**Exercise brief**
Search the material for the word "梅江二路" and report each line where it turns up.

Start of Records to use

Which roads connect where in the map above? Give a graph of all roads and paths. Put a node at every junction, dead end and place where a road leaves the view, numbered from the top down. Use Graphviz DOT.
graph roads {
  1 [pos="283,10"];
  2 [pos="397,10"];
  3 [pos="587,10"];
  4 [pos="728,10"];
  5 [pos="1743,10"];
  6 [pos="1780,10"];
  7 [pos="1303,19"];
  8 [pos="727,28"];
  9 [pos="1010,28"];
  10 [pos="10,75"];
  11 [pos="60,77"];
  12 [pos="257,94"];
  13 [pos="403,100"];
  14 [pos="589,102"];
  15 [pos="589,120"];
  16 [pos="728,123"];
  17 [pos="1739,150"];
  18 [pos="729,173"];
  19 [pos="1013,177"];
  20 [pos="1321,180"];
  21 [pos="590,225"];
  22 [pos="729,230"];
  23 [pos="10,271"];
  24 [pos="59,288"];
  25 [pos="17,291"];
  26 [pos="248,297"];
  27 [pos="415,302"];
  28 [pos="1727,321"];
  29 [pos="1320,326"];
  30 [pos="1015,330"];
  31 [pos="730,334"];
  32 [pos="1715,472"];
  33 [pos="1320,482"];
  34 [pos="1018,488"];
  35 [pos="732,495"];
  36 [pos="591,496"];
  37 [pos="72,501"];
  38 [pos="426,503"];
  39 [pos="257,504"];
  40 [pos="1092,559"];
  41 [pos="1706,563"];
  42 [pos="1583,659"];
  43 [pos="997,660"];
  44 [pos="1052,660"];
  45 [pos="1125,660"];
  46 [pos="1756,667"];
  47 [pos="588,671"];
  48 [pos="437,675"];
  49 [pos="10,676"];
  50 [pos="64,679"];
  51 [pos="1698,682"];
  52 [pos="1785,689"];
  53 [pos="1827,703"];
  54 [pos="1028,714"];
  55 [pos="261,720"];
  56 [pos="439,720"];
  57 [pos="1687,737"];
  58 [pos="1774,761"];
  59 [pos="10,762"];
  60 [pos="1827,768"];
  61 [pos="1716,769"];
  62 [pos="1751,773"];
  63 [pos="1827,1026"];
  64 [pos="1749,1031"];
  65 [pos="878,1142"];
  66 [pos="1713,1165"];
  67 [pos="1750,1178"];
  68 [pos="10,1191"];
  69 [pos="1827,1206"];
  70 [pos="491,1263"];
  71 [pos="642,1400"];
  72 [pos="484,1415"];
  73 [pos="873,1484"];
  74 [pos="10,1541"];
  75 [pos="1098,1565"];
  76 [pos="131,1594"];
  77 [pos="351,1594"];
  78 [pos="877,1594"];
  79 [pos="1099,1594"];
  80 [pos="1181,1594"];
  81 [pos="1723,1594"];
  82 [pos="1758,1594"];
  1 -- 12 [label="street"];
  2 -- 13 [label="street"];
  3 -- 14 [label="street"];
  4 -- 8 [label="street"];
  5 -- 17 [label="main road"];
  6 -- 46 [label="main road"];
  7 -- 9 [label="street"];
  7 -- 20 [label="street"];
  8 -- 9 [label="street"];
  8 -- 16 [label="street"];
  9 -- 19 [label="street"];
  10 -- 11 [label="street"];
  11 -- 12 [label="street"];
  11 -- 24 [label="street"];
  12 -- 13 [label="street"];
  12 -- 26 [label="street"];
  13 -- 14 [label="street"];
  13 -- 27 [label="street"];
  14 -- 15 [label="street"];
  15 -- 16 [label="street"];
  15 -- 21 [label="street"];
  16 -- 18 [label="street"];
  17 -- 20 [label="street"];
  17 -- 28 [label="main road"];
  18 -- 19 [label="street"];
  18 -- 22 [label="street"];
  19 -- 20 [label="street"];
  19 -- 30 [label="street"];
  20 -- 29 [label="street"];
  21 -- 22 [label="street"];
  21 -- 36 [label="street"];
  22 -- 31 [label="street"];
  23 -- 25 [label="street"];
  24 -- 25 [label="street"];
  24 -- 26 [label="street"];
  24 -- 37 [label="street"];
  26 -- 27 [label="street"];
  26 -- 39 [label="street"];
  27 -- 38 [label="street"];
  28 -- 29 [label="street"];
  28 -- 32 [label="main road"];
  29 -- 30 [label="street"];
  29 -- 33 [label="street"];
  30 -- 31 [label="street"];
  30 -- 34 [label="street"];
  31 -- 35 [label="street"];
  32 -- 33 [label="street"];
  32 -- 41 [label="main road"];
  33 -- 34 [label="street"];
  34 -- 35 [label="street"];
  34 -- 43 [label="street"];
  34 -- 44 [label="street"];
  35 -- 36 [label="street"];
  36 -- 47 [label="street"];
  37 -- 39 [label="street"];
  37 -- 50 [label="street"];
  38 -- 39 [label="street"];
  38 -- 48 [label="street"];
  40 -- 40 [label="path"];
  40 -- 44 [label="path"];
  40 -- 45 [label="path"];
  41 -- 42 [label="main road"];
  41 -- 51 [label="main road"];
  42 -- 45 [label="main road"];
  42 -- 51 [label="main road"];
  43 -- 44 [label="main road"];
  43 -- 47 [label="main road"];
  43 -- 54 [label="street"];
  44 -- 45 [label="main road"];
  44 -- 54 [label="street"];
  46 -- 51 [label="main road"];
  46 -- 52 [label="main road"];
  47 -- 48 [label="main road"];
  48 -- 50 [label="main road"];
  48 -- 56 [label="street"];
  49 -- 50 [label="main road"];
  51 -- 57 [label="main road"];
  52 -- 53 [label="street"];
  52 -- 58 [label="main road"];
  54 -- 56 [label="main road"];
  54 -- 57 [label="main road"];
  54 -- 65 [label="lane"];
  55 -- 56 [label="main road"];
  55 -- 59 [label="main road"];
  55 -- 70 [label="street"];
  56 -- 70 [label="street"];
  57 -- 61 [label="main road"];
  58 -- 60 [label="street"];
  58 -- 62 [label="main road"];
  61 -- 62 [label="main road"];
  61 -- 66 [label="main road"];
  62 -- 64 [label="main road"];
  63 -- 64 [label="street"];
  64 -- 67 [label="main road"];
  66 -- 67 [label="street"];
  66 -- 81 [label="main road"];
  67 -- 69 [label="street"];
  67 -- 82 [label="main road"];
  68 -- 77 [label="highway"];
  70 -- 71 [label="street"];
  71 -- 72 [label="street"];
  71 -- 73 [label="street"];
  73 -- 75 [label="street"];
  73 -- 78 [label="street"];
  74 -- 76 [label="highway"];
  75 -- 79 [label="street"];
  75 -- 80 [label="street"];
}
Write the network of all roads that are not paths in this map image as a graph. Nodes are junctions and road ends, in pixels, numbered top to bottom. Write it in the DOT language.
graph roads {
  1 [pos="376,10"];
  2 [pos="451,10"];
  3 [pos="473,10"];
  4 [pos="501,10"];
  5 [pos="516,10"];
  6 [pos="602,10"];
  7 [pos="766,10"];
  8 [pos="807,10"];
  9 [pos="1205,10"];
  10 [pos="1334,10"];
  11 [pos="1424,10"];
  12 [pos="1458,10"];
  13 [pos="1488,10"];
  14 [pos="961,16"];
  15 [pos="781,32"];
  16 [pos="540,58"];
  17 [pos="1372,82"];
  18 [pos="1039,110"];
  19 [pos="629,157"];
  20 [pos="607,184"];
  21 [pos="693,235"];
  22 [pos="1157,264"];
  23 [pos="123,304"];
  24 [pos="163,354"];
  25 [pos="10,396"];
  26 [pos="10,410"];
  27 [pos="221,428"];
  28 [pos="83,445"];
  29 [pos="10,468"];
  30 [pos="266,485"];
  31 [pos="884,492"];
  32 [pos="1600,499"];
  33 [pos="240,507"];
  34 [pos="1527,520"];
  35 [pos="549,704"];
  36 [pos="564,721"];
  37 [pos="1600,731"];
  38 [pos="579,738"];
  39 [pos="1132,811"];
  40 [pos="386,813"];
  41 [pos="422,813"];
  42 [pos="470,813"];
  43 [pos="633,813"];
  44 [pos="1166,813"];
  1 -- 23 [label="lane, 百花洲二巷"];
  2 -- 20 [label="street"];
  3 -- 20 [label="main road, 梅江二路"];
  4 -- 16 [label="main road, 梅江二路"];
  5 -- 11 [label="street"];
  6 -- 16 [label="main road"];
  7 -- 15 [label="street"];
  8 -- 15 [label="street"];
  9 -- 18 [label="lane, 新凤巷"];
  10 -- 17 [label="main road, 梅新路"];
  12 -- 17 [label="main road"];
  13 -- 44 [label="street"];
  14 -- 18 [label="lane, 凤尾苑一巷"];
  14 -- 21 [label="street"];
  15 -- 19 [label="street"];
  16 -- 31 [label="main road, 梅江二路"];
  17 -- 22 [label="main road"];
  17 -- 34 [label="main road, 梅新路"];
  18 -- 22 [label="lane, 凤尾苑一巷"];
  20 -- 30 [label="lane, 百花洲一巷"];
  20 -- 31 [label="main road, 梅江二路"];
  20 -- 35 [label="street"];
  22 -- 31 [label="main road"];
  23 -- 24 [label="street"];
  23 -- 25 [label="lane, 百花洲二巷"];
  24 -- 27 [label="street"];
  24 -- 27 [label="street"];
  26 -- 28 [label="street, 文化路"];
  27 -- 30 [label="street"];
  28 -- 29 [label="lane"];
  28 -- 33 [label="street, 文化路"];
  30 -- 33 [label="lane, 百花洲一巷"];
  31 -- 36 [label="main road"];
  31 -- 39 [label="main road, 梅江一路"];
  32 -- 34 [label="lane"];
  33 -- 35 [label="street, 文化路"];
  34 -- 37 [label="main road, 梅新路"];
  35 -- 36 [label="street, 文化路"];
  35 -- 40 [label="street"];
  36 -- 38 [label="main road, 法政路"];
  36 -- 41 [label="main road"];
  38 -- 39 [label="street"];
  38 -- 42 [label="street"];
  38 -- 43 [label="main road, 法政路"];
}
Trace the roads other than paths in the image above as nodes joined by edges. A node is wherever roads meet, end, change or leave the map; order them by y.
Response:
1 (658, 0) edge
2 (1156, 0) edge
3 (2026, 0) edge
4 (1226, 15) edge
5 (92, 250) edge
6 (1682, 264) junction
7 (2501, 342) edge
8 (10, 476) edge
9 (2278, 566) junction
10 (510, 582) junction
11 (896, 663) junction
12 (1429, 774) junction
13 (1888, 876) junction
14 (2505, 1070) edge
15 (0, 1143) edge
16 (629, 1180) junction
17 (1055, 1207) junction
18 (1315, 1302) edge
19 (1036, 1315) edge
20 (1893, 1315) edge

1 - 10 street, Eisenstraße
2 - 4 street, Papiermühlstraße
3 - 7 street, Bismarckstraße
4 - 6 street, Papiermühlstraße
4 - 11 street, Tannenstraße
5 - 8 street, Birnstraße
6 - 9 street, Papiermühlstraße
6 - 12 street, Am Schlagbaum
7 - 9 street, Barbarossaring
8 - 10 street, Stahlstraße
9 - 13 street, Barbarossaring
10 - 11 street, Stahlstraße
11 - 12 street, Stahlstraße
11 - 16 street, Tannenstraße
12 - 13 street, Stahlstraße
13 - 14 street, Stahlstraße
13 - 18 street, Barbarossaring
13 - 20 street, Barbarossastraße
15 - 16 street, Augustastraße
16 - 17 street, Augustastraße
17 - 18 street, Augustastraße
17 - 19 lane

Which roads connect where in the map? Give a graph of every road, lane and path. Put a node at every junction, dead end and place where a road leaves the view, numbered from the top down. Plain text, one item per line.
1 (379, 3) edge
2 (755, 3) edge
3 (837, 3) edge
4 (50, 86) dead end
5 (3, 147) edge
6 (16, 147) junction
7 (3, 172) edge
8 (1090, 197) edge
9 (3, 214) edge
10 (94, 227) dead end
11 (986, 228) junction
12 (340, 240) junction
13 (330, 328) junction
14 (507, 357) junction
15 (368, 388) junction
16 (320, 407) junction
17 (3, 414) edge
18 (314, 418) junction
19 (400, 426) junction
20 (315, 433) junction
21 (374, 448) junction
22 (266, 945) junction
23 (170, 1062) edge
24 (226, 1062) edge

End of Records to use

**Output of the exercise**
  3 -- 20 [label="main road, 梅江二路"];
  4 -- 16 [label="main road, 梅江二路"];
  16 -- 31 [label="main road, 梅江二路"];
  20 -- 31 [label="main road, 梅江二路"];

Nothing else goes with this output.